Profil Hery Susanto Ketua Ombudsman RI
Mengutip laman resmi Ombudsman Republik Indonesia, Dr. Hery Susanto, S.Pi., M.Si. merupakan pejabat publik yang telah lama berkecimpung dalam pengawasan pelayanan publik dan reformasi birokrasi.
Berikut profil lengkapnya:
Nama: Dr.
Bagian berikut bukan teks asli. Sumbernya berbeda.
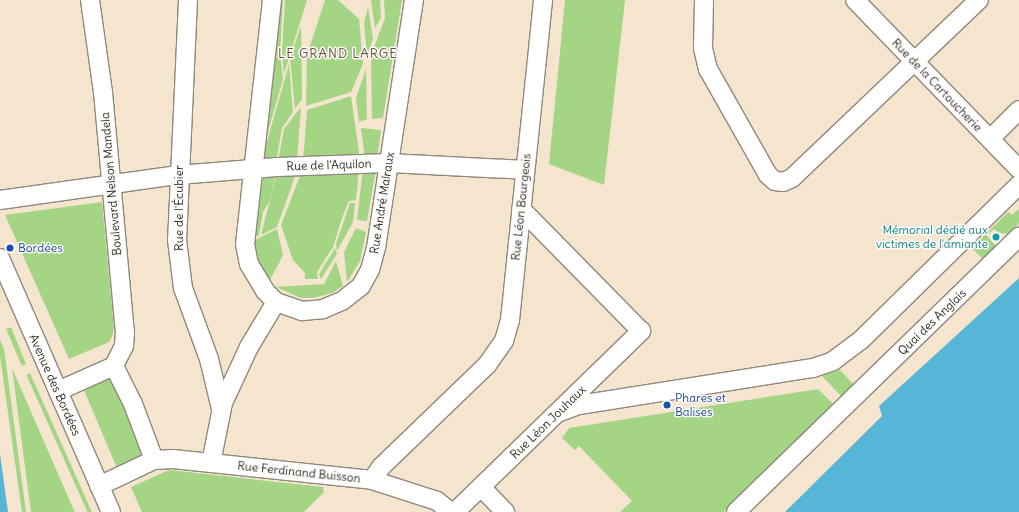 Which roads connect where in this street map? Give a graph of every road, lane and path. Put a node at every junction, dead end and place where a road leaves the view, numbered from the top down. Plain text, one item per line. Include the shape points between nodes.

Hery Susanto, S.Pi., M.Si.
Tempat, tanggal lahir: Cirebon, 9 April 1975
Agama: Islam
Pendidikan:
- S3 Doktor Pendidikan Kependudukan dan Lingkungan Hidup, Universitas Negeri Jakarta (2024)
Hery dikenal memiliki latar belakang sebagai aktivis pengawasan pelayanan publik sebelum bergabung dalam Ombudsman RI.
Selama menjadi anggota Ombudsman, ia banyak menangani pengawasan sektor strategis seperti kemaritiman, investasi, serta energi nasional.
Riwayat Jabatan Hery Susanto
Karier Hery Susanto di Ombudsman RI tergolong cepat berkembang.
Berikut riwayat jabatannya:
- Anggota Ombudsman Republik Indonesia (2021–2026)
- Ketua Ombudsman Republik Indonesia (2026–2031)
Ia kembali terpilih menjadi anggota Ombudsman RI setelah mengikuti uji kelayakan dan kepatutan Komisi II DPR RI pada Januari 2026 sebelum akhirnya dipercaya sebagai Ketua Ombudsman RI.
Baru Dilantik Sebelum Kasus Mencuat
Pengucapan sumpah jabatan anggota Ombudsman RI periode 2026–2031 dilaksanakan pada Jumat, 10 April 2026 di Istana Kepresidenan Jakarta.
Dalam struktur baru Ombudsman RI, terdapat sembilan anggota yang bertugas mengawasi penyelenggaraan pelayanan publik di seluruh Indonesia.
Ombudsman memiliki kewenangan mengawasi pelayanan publik yang dilakukan oleh:
- instansi pemerintah pusat dan daerah
- BUMN dan BUMD
- badan hukum milik negara
- pihak swasta yang menerima pendanaan APBN maupun APBD
Kasus Suap Nikel yang Menjerat Hery Susanto
Kejaksaan Agung menetapkan Hery Susanto sebagai tersangka dalam kasus dugaan suap terkait tata kelola pertambangan nikel periode 2013–2025.
Ia diduga menerima uang senilai Rp1,5 miliar.
Dalam perkara tersebut, Hery disebut berkaitan dengan pengurusan koreksi perhitungan Penerimaan Negara Bukan Pajak (PNBP) dari perusahaan tambang PT TSHI.
Dugaan peristiwa tersebut terjadi pada 2025, saat Hery masih menjabat sebagai Anggota Ombudsman RI periode 2021–2026.
Profil Hery Susanto Jadi Perhatian Publik
Penetapan tersangka terhadap Hery Susanto memicu perhatian luas karena terjadi sangat cepat setelah dirinya resmi menjabat Ketua Ombudsman RI.
Kasus ini juga menjadi sorotan publik terhadap integritas lembaga pengawas pelayanan publik nasional.
Perkembangan proses hukum terhadap Hery Susanto masih terus berlangsung dan menjadi perhatian masyarakat serta kalangan pemerintahan.